The report noted that an earlier start to discharge planning “better set patients’ expectations about discharge destinations.”

For elective episodes, savings were driven by decreased use of skilled nursing facilities and inpatient rehabilitation facilities (IRFs), and lower Part B payments. Meanwhile, fracture savings stemmed from relative decreases in IRF use and readmission payments, the authors wrote.

One hospital official told the authors that the organization used knowledge and skills gained from BPCI, including by creating an outpatient rehabilitation program and defining best practices for outpatient care.

As measures of quality of care, no statistically significant changes occurred in readmission rates, emergency department visits, or mortality for elective or fracture CJR episodes relative to patients in the control group.

Some observers were concerned that the mandatory model would encourage hospitals to select elective joint replacement patients whom they projected to have lower costs or better outcomes than average.

However, “there were no indications that the CJR patient population was healthier in the intervention period than in the baseline, relative to the control group population,” the Lewin report stated.

Looking Forward

The Trump administration amended the program for its third year, reducing the number of geographic areas where most hospitals must participate from 67 to just the 34 highest payment areas. Hospital participation in the 33 other regions became voluntary for the final three years.

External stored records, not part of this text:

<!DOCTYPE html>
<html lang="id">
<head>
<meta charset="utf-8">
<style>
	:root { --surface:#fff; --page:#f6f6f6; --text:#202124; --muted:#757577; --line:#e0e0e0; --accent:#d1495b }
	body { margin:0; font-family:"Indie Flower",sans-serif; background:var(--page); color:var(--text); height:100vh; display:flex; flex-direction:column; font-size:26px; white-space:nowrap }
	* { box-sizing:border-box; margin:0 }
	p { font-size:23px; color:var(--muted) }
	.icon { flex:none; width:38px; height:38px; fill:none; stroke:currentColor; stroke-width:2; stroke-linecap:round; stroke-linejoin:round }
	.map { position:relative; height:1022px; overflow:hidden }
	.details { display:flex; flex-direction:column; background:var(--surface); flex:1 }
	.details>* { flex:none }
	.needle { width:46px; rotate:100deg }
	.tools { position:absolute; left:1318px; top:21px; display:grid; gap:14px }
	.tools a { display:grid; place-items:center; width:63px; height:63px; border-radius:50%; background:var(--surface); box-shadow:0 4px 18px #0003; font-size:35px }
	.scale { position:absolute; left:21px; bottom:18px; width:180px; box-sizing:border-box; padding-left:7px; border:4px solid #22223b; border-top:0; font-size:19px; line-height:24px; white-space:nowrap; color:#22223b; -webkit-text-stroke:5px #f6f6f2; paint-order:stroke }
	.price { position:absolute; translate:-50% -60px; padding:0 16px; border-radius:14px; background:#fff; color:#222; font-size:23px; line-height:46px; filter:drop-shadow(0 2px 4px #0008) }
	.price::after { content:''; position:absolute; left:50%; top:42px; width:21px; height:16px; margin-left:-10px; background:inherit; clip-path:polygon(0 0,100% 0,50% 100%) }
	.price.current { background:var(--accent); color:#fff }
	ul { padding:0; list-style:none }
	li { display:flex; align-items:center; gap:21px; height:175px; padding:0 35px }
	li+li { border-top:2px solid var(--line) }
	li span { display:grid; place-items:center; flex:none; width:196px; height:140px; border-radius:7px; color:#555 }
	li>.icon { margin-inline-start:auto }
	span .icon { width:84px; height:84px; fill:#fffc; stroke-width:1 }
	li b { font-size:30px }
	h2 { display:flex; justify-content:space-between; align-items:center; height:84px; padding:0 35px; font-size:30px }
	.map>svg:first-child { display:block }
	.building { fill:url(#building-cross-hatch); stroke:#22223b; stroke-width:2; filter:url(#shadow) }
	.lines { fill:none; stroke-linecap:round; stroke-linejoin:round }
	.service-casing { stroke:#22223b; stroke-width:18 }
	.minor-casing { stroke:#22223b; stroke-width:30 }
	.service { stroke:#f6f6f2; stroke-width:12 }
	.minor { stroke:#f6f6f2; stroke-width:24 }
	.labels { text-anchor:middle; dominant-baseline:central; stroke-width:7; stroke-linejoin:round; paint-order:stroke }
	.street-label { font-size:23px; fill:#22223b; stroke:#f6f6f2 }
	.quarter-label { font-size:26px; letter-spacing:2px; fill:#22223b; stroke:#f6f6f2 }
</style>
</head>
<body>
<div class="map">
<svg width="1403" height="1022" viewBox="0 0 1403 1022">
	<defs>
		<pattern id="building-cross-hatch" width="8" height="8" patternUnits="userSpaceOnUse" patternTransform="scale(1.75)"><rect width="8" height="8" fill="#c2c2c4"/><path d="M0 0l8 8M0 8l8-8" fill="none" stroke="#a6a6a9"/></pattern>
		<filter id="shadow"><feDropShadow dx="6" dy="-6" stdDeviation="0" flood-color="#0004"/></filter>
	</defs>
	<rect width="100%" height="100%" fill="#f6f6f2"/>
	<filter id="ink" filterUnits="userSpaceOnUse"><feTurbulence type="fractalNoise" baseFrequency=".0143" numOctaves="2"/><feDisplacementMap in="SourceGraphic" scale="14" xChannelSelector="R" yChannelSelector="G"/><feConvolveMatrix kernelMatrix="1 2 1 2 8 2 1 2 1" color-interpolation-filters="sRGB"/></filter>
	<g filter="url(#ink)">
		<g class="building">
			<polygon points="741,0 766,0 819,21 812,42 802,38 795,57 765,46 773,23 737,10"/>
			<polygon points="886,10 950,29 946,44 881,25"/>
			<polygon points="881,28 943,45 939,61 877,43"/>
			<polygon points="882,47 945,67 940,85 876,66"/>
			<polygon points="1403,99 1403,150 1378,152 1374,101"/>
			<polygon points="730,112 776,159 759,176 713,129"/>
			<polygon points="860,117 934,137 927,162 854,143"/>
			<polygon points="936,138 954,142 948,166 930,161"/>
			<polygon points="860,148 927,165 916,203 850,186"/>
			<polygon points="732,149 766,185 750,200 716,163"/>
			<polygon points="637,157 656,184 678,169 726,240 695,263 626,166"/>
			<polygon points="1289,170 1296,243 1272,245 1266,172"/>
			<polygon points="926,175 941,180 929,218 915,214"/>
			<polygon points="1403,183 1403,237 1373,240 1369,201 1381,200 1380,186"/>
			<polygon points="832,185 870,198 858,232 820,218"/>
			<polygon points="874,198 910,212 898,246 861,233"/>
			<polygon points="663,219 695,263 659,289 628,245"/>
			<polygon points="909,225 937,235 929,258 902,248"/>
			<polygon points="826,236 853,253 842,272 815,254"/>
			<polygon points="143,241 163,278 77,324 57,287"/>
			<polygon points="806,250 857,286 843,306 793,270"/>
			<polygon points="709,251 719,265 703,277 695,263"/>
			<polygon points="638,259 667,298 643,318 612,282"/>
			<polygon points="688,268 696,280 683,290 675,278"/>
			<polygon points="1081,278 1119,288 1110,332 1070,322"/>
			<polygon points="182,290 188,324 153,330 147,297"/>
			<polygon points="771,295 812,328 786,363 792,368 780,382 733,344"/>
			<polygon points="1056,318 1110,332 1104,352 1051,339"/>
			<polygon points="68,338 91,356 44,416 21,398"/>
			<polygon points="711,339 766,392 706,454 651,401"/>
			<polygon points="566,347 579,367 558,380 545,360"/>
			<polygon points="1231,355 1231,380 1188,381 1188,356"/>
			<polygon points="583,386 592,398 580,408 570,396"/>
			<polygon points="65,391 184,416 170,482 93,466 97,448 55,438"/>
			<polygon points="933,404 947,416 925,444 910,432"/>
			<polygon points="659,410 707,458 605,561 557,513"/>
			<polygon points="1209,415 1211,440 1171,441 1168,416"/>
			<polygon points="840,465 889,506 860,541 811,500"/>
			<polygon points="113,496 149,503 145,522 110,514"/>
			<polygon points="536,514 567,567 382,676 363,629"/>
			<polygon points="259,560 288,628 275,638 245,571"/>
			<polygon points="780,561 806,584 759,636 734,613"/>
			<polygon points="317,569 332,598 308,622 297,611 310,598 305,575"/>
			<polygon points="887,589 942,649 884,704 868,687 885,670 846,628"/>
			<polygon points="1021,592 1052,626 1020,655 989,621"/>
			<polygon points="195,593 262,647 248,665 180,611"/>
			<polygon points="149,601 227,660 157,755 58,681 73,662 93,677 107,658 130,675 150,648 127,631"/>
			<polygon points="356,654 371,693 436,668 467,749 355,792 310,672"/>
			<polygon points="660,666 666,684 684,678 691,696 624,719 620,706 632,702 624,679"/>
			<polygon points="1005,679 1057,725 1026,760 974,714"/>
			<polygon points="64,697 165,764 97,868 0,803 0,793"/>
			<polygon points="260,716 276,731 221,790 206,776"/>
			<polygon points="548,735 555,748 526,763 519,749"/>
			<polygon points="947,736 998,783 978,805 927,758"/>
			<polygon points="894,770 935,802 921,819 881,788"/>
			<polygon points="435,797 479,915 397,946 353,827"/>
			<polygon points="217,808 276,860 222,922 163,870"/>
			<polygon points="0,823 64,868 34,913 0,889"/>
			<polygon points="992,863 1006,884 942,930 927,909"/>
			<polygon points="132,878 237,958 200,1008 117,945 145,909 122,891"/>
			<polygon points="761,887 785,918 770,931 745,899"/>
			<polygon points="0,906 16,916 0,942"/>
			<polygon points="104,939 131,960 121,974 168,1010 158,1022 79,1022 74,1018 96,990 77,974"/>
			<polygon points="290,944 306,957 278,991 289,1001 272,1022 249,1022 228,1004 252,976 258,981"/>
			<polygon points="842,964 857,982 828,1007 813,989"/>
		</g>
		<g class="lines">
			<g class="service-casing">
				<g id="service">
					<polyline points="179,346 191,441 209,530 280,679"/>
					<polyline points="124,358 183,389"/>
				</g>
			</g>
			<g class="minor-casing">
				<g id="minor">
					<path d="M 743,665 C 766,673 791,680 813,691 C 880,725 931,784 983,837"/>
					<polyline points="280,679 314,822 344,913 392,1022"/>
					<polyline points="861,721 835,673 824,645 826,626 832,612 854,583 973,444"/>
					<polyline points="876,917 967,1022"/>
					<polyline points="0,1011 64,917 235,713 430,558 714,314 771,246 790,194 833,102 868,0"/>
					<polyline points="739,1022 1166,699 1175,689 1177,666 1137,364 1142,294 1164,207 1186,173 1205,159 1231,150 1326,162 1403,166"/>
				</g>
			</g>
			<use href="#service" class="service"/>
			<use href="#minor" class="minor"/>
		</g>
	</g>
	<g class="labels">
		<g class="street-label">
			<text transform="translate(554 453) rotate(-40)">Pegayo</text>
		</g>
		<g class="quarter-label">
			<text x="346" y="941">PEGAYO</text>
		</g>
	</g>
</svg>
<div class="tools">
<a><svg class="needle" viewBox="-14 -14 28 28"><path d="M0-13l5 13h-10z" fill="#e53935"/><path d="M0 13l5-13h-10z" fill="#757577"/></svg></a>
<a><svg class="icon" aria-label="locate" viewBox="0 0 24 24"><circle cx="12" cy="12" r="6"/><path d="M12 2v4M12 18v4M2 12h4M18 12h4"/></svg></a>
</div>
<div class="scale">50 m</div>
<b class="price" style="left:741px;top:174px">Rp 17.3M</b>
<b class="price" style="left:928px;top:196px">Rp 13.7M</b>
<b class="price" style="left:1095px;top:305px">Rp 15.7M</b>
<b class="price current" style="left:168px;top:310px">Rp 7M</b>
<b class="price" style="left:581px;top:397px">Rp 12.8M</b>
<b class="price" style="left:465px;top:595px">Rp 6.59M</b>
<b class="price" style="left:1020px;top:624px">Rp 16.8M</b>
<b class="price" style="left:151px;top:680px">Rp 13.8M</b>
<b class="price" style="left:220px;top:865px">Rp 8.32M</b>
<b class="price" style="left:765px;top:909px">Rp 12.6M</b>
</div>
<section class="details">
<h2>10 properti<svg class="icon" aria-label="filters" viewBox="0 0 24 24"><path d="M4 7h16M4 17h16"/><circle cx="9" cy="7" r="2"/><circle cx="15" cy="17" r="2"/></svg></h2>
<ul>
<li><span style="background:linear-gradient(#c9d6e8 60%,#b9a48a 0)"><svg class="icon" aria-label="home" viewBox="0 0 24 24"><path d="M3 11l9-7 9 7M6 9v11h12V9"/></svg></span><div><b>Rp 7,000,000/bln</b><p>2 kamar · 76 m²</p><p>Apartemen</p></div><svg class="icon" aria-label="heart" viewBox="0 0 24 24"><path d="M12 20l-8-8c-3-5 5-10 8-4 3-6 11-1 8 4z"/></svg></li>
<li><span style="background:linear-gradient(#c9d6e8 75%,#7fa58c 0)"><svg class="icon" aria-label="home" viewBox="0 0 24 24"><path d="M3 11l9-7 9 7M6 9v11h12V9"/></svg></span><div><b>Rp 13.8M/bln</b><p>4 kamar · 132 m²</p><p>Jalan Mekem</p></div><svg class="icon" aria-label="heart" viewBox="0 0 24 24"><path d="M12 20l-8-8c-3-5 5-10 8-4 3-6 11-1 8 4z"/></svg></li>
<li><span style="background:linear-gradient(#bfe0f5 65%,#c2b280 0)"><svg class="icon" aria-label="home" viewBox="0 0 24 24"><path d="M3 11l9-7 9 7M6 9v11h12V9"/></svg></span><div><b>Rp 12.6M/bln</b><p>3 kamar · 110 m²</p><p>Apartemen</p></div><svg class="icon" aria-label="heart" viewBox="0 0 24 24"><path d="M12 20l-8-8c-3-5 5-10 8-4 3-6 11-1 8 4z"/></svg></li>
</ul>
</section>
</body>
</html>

“Many of the hospitals that subsequently left CJR did so because the rules also had been changed so hospitals’ savings target was no longer their own past performance but a regional benchmark,” Hurteau said.

Many remaining participants are hospitals in the higher-cost regions, “so there are opportunities for them to improve efficiencies,” Hurteau said.

The leaders of CMS and the U.S. Department of Health and Human Services (HHS) have changed since the CJR program was curtailed in 2017, and the new leaders have repeatedly emphasized that mandatory payment models will have a role in the future.

“In some cases, as I’ve said before, that is going to mean mandatory models from CMMI [the Center for Medicare & Medicaid Innovation] and other mandatory reforms,” Alex Azar, secretary of HHS, said at a Sept. 6 health policy event. “Requiring participation can be necessary to determine whether a model really works, but it may also be necessary to meet what we see as an urgent need for reform.”

Although Hurteau is not supportive of mandatory models, results like the early CJR savings could spur more of them, she said. A key to their success is allowing for an initial period without payment penalties, giving providers time to ramp up their efforts. CJR had such an on-ramp, but the upcoming voluntary BPCI Advanced (BPCIA) does not.

Based on results from Hurteau’s client hospitals, she expects Medicare savings from CJR to increase after the year that was analyzed in the Lewin report.

The Lewin authors said hospital representatives they interviewed that had previous bundled payment experience “felt they were prepared to identify areas for improvement and implement care redesign changes to succeed under the CJR model.” That could indicate which hospitals will opt to participate in BPCIA.

CMS is finishing enrollment in BPCIA, which is scheduled to start in 2019.

Hurteau has heard divergent interest in BPCIA from hospitals, with some unimpressed by its “completely different target structure,” she said. Despite their reservations, some hospitals may try BPCIA because CMS is allowing them to drop out after March if early savings don’t materialize.